== Data for analysis
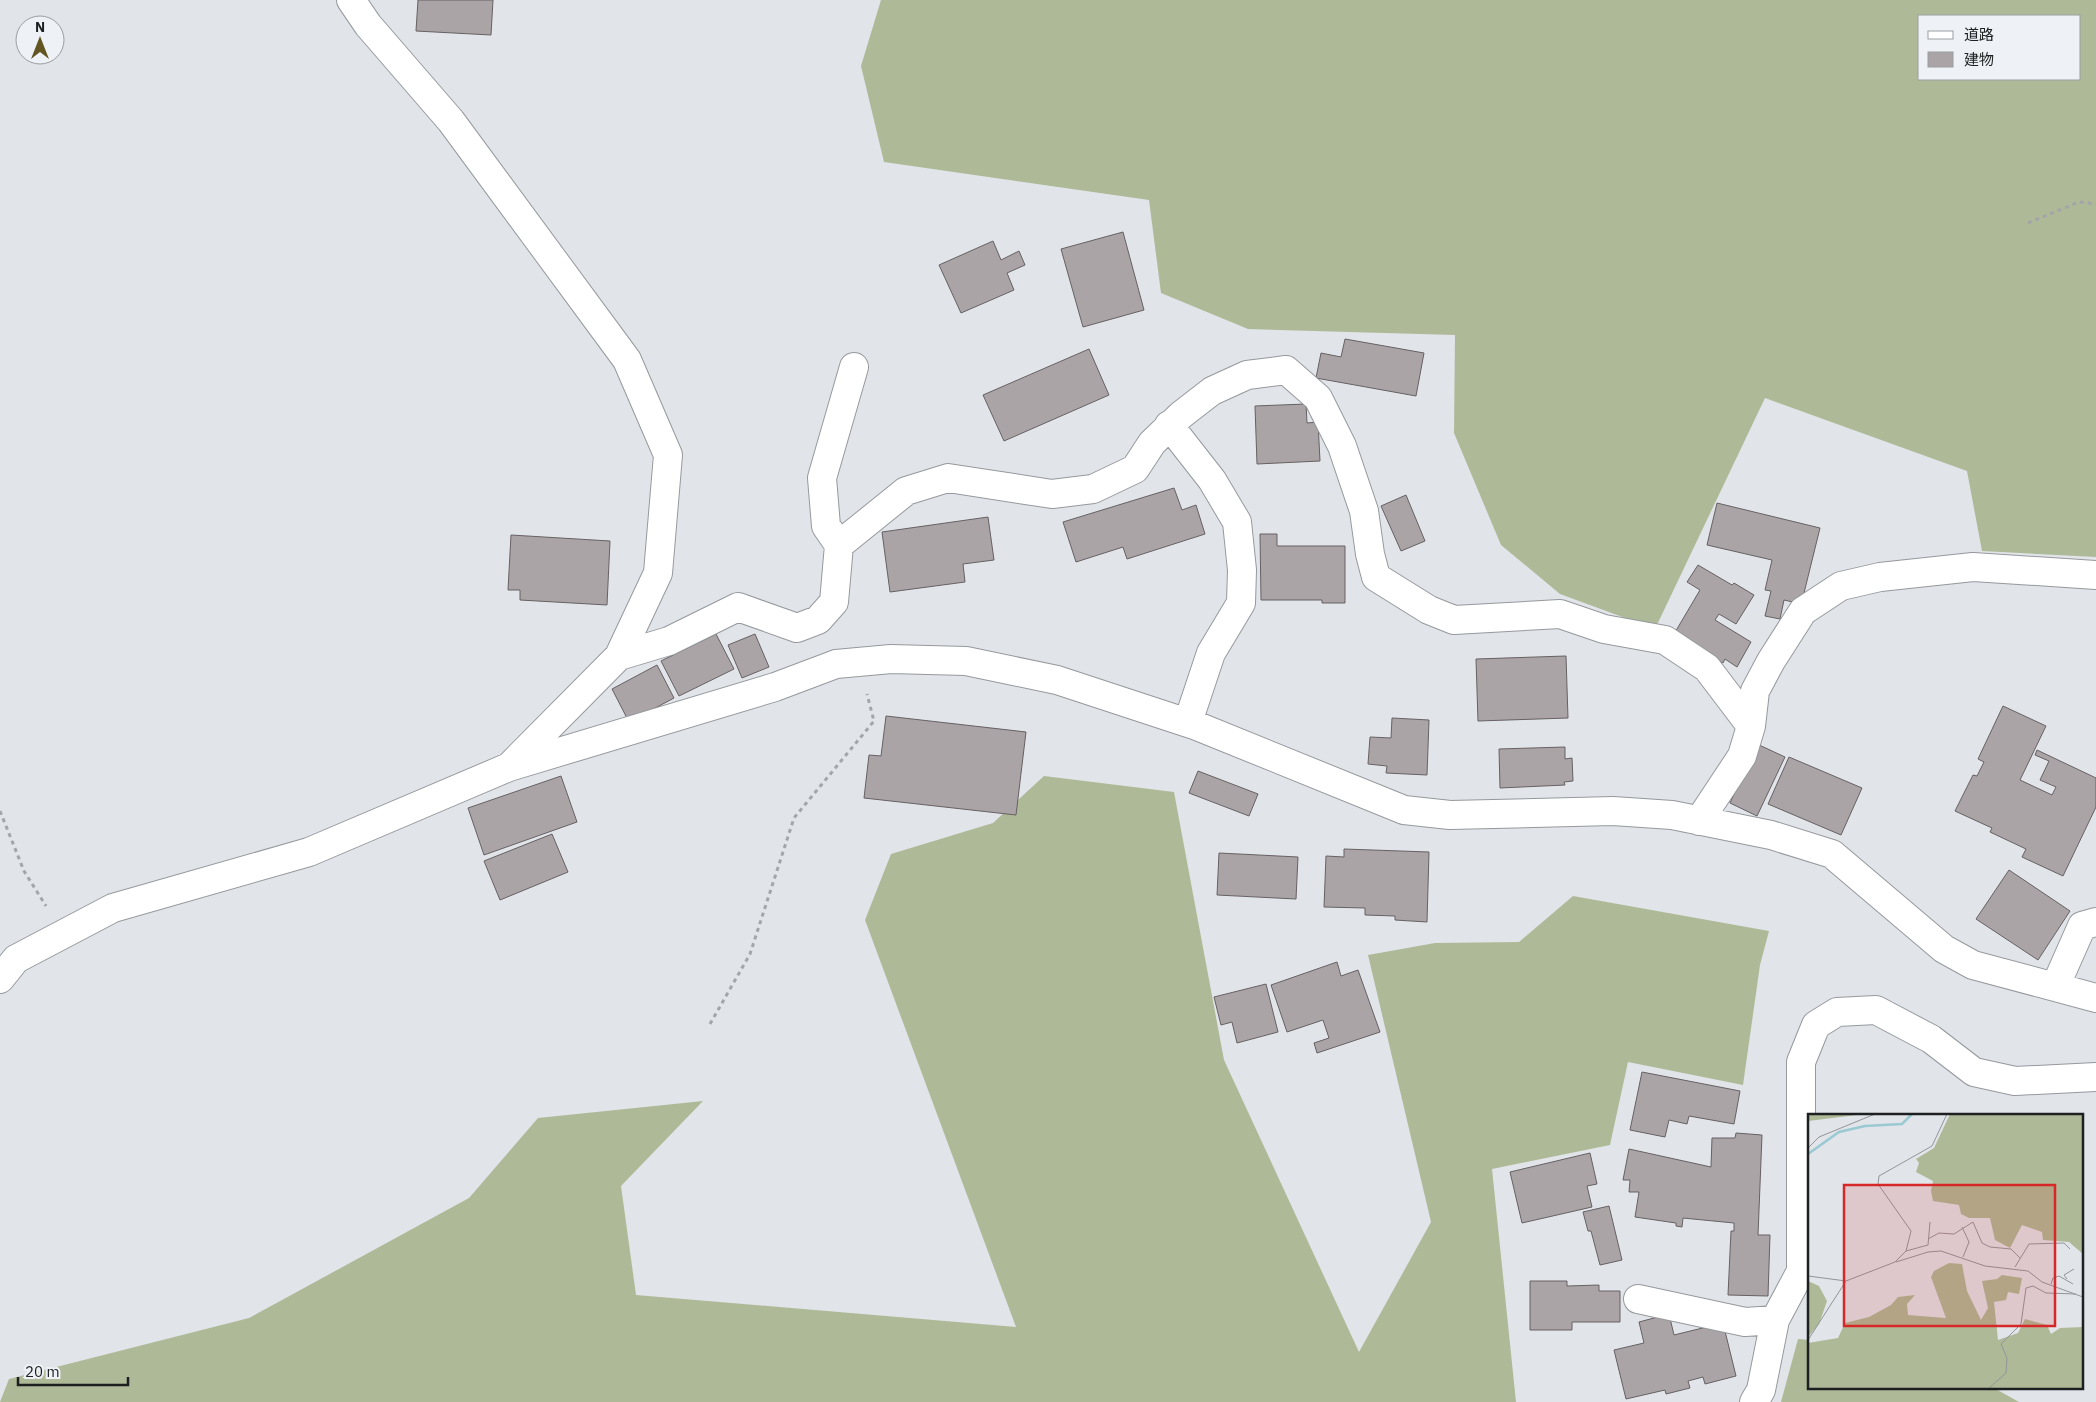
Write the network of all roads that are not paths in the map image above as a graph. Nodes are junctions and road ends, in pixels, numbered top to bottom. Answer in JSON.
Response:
{"nodes":[{"id":1,"x":351,"y":0,"type":"edge"},
{"id":2,"x":854,"y":367,"type":"dead end"},
{"id":3,"x":1170,"y":425,"type":"junction"},
{"id":4,"x":839,"y":545,"type":"junction"},
{"id":5,"x":2096,"y":575,"type":"edge"},
{"id":6,"x":620,"y":656,"type":"junction"},
{"id":7,"x":1188,"y":722,"type":"junction"},
{"id":8,"x":1751,"y":726,"type":"junction"},
{"id":9,"x":509,"y":767,"type":"junction"},
{"id":10,"x":1699,"y":821,"type":"junction"},
{"id":11,"x":2096,"y":922,"type":"edge"},
{"id":12,"x":5,"y":966,"type":"edge"},
{"id":13,"x":2055,"y":986,"type":"junction"},
{"id":14,"x":2096,"y":998,"type":"edge"},
{"id":15,"x":2096,"y":1076,"type":"edge"},
{"id":16,"x":1638,"y":1298,"type":"dead end"},
{"id":17,"x":1775,"y":1320,"type":"junction"},
{"id":18,"x":1754,"y":1402,"type":"edge"}],
"edges":[{"from":1,"to":6,"type":"street"},
{"from":2,"to":4,"type":"street"},
{"from":3,"to":4,"type":"street"},
{"from":3,"to":7,"type":"street"},
{"from":3,"to":8,"type":"street"},
{"from":4,"to":6,"type":"street"},
{"from":5,"to":8,"type":"street"},
{"from":6,"to":9,"type":"street"},
{"from":7,"to":9,"type":"street"},
{"from":7,"to":10,"type":"street"},
{"from":8,"to":10,"type":"street"},
{"from":9,"to":12,"type":"street"},
{"from":10,"to":13,"type":"street"},
{"from":11,"to":13,"type":"street"},
{"from":13,"to":14,"type":"street"},
{"from":15,"to":17,"type":"street"},
{"from":16,"to":17,"type":"street"},
{"from":17,"to":18,"type":"street"}]}
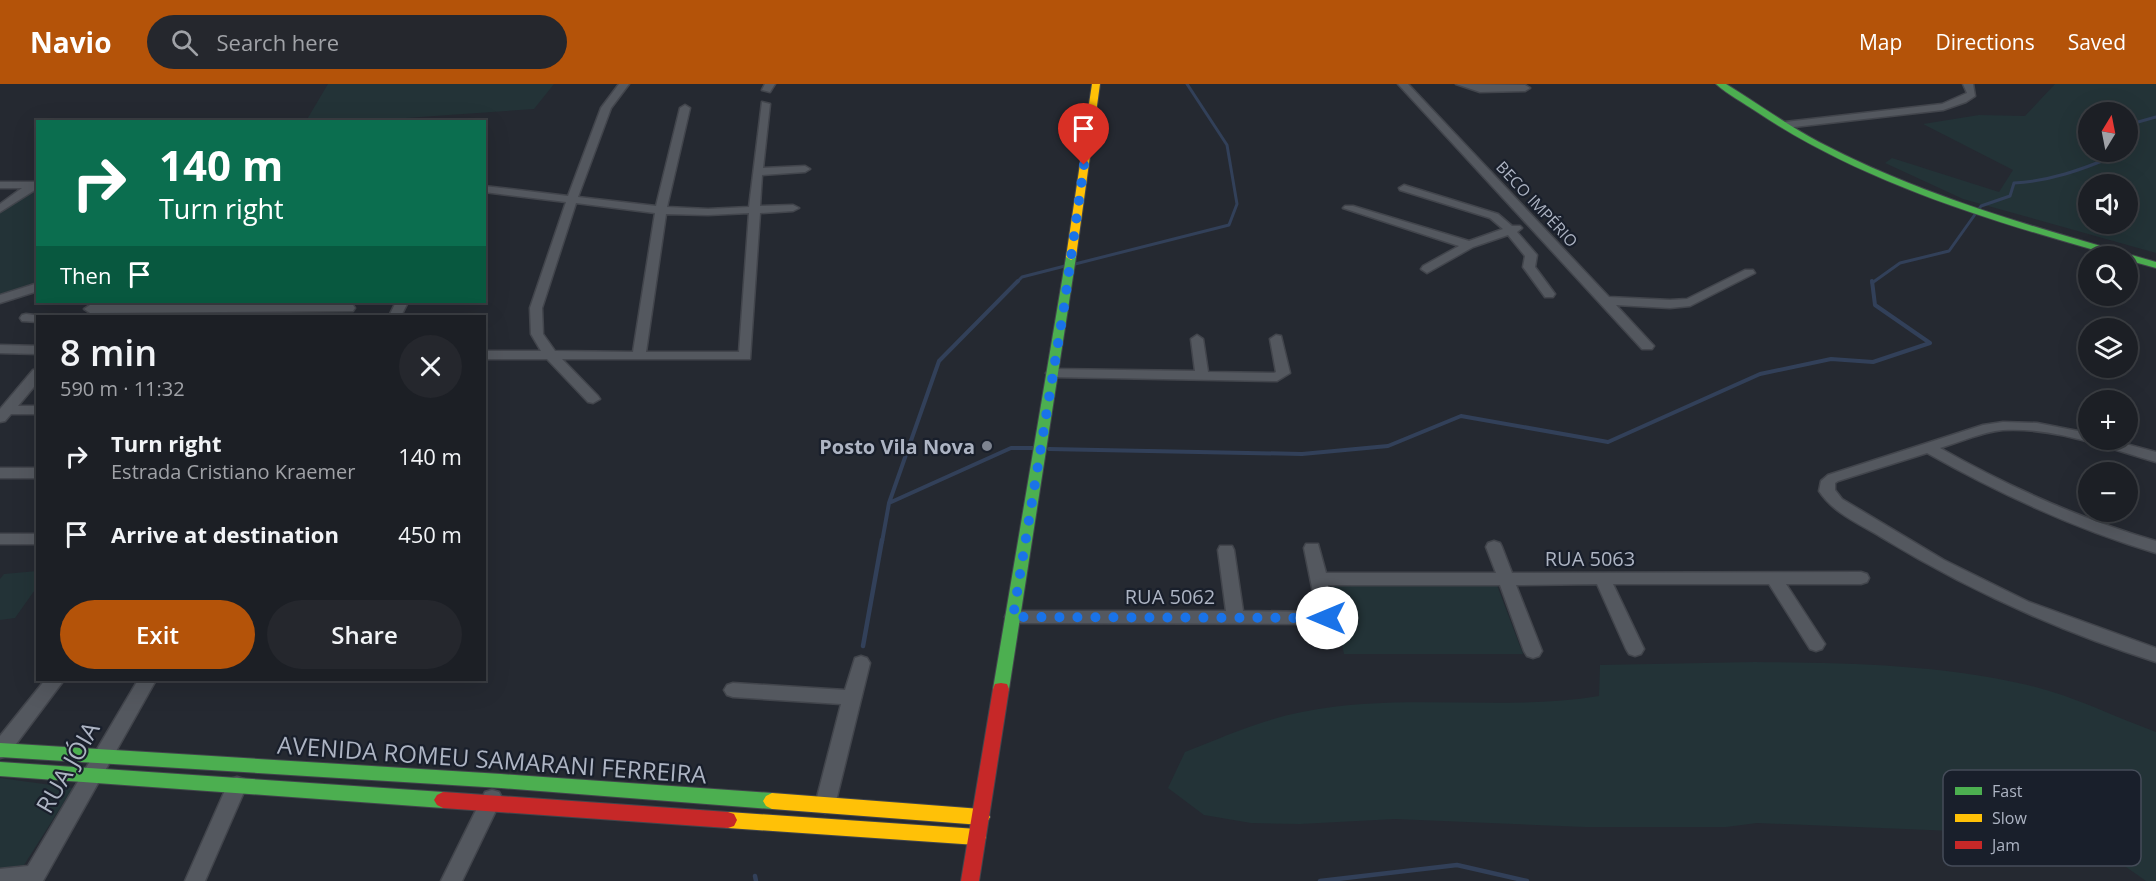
====
_Exercise brief_
Please report every line in the entries above that holds the string "dead".

_Written answer_
{"id":2,"x":854,"y":367,"type":"dead end"},
{"id":16,"x":1638,"y":1298,"type":"dead end"},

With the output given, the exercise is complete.